If there was one artist who didn't deserve to have her audience soaked with summer rain, or be drowned out by overbearing bass, it was Liu Fang. Unfortunately for the Chinese virtuoso, life isn't fair sometimes.

Wearing a traditional red Qi Pao and a flowing black dress, Liu took to the River Stage as heavy grey clouds gathered above the Rivermead. With her Pipa - the four-stringed Chinese lute - on her lap, she struck a lonely figure up on the small platform, playing farther back than usual to take cover from the wind, which whipped across the WOMAD site and sent the flags flapping.

The performance was classical in every sense, with Liu playing long solo pieces of dazzling complexity, each deploying an array of tempos and melodies. The audience clearly had classical credentials of its own, demonstrated by the fact each composition was applauded for upwards of a minute in true Proms style.

Draped in plastic and blankets, they were respectfully attentive and dared to show their appreciation only when Liu had broken from her musical trance, slowing opening her eyes and lifting her chin. Liu received the applause reluctantly with a shy smile and a bow of the head. The sense of levity was enhanced by the 30-year-old's short introductions to each 'piece' which tantalisingly hinted at the cultural depth of the music ("This song is about the fate of a general on the battlefield in 202BC").

Liu's left-hand contorted to form astonishing shapes over the wooden frets as her right-hand fingers worked in waves, stroking the strings with mesmerising speed. The flailing fingers inexplicably managed to pick out delicate bass and treble melodies. With the wind in her hair and eyes closed, Liu was the picture of composure and elegance.
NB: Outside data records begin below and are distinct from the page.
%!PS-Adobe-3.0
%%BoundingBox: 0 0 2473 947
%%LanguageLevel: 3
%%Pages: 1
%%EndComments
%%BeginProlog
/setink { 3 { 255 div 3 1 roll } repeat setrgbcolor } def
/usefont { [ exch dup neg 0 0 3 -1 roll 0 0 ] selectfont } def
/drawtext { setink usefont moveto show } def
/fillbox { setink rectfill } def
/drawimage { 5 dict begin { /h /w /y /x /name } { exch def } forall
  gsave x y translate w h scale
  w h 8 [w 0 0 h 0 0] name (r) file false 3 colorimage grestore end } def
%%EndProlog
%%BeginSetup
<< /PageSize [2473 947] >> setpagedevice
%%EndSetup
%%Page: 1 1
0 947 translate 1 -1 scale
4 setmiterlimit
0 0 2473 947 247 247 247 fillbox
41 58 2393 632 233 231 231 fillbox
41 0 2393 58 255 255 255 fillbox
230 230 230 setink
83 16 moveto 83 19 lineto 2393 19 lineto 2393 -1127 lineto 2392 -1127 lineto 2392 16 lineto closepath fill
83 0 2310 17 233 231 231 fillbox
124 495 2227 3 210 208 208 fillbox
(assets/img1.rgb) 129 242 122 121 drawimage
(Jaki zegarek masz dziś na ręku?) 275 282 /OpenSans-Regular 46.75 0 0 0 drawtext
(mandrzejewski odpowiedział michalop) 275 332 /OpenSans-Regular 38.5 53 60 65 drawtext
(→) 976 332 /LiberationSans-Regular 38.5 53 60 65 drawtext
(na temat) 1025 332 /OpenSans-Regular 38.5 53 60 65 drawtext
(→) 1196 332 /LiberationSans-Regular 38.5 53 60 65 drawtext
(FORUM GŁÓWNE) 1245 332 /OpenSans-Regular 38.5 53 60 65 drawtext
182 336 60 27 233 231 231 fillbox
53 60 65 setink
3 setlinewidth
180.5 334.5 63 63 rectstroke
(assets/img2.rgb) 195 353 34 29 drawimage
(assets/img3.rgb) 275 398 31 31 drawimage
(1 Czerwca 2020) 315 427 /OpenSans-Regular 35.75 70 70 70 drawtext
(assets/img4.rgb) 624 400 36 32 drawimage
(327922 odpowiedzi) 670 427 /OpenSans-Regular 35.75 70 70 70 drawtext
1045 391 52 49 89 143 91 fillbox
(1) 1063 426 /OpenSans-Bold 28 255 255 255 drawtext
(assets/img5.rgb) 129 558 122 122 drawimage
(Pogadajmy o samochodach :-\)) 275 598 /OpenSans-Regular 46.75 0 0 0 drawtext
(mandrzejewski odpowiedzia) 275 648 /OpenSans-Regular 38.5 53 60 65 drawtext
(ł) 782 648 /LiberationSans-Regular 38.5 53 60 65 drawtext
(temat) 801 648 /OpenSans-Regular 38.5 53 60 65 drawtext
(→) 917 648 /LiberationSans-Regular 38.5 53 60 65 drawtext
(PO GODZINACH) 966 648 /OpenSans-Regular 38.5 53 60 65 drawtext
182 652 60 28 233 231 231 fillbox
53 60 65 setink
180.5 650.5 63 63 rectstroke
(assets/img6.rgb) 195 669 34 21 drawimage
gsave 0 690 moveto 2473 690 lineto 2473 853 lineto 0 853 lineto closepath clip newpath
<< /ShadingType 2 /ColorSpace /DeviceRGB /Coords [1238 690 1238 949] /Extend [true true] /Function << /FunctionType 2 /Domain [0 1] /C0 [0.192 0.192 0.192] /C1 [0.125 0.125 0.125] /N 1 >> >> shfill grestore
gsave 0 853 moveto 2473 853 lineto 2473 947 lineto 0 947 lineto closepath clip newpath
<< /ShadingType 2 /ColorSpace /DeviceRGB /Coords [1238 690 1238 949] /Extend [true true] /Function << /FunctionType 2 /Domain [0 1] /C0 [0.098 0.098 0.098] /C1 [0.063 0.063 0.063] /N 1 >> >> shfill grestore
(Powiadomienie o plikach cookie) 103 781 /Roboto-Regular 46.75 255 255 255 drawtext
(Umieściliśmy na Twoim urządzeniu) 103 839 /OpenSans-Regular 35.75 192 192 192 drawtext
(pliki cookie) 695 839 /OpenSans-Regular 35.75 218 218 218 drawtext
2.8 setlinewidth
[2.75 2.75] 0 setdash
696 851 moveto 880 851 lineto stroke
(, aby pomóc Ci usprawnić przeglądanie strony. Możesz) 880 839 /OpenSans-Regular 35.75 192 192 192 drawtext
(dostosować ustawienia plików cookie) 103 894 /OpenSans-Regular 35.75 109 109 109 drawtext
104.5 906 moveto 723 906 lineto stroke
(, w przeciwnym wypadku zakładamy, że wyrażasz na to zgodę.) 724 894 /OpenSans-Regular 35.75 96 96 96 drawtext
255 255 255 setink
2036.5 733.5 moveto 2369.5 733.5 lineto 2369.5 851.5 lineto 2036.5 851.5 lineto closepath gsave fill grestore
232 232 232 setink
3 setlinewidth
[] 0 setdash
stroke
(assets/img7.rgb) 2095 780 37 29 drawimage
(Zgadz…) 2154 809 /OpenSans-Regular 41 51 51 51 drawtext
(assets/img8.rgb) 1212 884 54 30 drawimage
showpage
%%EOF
The weather conditions did have an obvious downside. The crowd murmured its disapproval as spitting rain turned into a downpour and large numbers left when given their opportunity by a pause in the music. Emerging from a hypnotic 10-minute solo of staggering intensity, Liu demonstrated her immediate grasp of English culture by apologising for the rain. The departing spectators, with equal Englishness, glanced back over their shoulders' penitently. Yes, everyone was very sorry.

Aside from the sound technicians, who were the only ones who perhaps deserved to be apologetic. The delicate sound of Liu's Pipa wasn't complemented by thunderous levels of bass that escaped from the nearby Little Blue Tent, or by the regular crack of static interference on the PA system. It was probably the organisers' only mistake of the weekend but it was the worst time to make it. Liu's performance, after all, demanded revered silence, though one suspects the lady herself would not have been so immodest as to say so.